High level assistants should be competent, yet not cocky. Pairing high performance with humbleness is no easy task, yet it is absolutely necessary. Great executive assistants have confidence in their abilities, yet maintain an air of modesty. They are important but not self-important. This capacity for humility serves them well in the role and helps them get along better with bosses and colleagues.
Executive assistants rarely have boring jobs. The duties extend far beyond answering phones or organizing files. In fact, assistants cater to a wide range of needs and handle many different circumstances, many of them beyond the scope of normal job descriptions.
The best personal assistants are jacks-of-all-trades, yet there are a core set of skills that help individuals excel in the role. If you possess the attributes in this article, then you may have a future as an executive assistant. If not, never fear, you can practice and master the competencies needed to become your organization’s secret weapon.
FAQ: Executive assistant skills
Here are answers to common questions about executive assistant skills.

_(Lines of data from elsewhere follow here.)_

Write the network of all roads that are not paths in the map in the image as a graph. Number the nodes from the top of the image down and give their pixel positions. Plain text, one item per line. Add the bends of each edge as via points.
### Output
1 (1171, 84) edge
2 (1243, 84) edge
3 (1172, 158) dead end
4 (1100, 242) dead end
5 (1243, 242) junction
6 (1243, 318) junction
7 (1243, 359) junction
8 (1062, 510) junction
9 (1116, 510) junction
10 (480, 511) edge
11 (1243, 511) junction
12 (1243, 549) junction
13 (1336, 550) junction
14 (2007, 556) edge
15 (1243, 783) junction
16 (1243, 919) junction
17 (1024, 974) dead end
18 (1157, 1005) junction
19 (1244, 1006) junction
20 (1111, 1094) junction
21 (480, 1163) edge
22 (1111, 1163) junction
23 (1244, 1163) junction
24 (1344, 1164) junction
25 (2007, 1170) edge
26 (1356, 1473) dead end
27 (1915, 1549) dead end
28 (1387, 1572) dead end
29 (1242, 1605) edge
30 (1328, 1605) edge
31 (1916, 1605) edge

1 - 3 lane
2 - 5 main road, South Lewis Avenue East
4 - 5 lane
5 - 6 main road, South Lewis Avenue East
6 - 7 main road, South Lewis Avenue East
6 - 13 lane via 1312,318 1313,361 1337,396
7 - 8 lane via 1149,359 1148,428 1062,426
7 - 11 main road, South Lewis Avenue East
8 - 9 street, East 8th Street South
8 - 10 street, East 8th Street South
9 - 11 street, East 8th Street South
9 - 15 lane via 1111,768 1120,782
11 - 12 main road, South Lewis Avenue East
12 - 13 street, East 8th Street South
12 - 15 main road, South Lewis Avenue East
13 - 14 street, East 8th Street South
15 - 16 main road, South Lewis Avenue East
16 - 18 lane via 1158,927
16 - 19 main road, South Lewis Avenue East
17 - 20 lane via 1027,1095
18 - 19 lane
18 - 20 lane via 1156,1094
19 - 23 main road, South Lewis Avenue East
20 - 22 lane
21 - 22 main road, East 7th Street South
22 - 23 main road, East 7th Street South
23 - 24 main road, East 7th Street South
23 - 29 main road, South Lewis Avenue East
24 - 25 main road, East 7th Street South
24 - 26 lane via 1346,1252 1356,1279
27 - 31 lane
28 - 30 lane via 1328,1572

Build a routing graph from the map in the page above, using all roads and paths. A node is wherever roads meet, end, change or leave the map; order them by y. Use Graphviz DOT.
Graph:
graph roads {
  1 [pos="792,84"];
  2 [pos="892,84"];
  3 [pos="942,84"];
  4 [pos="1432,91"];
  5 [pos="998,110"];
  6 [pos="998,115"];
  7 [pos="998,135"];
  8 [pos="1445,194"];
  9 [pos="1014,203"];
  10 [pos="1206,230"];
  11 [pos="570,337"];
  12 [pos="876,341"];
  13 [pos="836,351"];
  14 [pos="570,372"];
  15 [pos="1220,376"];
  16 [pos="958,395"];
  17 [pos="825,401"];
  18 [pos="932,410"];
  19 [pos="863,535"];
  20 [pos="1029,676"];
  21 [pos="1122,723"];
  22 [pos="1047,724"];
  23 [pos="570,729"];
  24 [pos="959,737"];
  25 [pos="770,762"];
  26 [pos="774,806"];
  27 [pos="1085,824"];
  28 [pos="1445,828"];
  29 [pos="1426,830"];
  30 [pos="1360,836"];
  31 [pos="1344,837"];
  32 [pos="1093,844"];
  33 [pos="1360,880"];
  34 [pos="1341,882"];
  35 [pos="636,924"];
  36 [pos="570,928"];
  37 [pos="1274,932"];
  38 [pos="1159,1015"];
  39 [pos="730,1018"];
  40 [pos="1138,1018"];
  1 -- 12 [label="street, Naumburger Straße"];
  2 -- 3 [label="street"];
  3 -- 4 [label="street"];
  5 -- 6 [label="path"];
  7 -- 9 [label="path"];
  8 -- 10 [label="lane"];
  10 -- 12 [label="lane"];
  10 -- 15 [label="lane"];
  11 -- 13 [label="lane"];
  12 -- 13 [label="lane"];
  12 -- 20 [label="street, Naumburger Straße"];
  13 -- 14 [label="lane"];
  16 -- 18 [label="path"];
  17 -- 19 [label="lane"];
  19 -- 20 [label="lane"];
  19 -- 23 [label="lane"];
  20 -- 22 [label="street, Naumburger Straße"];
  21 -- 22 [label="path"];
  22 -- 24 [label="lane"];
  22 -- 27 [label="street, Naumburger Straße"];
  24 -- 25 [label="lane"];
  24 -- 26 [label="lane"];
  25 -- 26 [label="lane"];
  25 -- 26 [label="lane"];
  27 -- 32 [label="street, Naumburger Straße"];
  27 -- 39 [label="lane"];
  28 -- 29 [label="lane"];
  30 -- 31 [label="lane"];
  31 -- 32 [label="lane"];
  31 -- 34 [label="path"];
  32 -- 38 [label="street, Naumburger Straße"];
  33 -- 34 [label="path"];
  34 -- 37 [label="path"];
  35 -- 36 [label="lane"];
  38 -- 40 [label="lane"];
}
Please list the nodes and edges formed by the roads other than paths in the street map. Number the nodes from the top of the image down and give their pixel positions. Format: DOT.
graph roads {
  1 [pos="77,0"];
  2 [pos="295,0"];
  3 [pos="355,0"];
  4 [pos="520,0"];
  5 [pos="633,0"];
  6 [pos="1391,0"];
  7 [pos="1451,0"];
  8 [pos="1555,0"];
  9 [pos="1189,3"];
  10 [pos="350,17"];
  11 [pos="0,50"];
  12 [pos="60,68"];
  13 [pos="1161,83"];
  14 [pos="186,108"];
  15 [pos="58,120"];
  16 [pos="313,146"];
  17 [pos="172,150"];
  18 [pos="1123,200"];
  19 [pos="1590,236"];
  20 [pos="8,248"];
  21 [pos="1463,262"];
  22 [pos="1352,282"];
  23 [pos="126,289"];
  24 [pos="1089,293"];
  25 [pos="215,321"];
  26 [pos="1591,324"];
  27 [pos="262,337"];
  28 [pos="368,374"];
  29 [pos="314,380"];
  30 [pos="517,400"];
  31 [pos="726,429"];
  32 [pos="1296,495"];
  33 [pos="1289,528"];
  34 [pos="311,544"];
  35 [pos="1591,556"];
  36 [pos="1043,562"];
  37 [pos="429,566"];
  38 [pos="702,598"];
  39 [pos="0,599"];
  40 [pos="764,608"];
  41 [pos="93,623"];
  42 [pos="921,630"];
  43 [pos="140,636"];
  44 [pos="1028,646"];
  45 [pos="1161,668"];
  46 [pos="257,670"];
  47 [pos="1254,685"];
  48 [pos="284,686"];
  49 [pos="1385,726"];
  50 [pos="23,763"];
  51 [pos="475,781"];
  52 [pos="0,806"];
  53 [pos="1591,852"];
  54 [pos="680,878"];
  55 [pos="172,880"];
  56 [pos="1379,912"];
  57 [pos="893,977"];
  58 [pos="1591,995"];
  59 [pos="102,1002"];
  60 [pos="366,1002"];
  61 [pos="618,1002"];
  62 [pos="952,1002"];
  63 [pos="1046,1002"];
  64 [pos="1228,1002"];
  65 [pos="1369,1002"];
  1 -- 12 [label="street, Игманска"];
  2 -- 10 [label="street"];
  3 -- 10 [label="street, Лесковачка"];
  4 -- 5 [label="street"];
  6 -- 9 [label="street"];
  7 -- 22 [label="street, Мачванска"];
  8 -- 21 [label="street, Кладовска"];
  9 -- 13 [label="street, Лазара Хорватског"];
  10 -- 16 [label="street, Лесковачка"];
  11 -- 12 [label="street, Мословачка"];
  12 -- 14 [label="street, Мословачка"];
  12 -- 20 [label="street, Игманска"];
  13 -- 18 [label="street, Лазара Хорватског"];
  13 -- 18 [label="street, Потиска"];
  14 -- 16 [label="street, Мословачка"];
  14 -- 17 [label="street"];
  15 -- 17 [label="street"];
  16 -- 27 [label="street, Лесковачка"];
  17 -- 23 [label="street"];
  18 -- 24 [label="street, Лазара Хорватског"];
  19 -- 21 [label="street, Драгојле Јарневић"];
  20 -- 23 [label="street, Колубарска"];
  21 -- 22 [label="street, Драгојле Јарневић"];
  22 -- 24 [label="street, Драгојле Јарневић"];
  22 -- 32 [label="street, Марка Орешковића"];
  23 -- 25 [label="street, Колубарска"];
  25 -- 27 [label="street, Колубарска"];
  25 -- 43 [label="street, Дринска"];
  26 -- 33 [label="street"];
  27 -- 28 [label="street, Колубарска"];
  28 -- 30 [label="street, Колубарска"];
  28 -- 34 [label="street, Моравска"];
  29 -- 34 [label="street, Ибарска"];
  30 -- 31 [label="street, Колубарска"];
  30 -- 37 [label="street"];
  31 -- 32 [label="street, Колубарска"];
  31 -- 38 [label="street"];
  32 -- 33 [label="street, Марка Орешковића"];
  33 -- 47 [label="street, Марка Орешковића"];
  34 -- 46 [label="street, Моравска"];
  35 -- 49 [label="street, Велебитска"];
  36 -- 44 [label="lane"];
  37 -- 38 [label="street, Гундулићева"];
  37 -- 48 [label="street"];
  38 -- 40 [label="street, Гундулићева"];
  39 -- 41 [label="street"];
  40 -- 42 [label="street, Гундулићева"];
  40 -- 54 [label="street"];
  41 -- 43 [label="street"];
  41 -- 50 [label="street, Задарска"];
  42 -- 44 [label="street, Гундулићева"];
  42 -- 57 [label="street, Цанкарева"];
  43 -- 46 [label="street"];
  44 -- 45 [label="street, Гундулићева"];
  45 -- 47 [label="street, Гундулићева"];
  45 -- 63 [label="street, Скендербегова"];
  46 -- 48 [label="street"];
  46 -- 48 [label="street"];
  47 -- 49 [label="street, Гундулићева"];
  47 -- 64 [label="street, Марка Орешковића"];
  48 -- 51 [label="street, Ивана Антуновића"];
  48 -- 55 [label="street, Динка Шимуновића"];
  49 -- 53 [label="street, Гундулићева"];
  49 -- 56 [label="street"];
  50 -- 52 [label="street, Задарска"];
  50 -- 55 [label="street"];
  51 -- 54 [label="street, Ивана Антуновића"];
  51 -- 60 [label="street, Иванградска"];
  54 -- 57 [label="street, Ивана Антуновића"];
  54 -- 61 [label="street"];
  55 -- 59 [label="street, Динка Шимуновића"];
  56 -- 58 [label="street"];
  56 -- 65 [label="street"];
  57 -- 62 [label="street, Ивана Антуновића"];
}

What does an executive assistant do?
An executive assistant provides administrative support to high ranking executives like company presidents, CEO’s, and members of the C-suite. These assistants coordinate meetings, arrange appointments, manage the boss’s schedule, answer phones, make travel arrangements, prepare and file important documents, and perform other essential tasks as necessary. Responsibilities and scope of the job can vary depending on company and executive. Executive assistants often oversee the other administrative assistants and spearhead special projects within the organization.
What are executive assistant skills?
Executive assistant skills are competencies that enable personal assistants to perform at high levels. Examples of ideal personal assistant skills include tenacity, discretion, and problem-solving.
What are the top three skills of an executive assistant?
The top three skills of an executive assistant are adaptability, people skills, and organization.
How do you develop executive assistant skills?
The most surefire way to develop executive assistant skills is to serve as a personal assistant. Most EA’s learn and perfect their craft on the job. However, if you want to improve your personal assistant skills so that you can eventually land a higher position, then you can read books, take online courses or watch tutorial videos, and practice conversations. You could also take online typing tests, and practice with office software.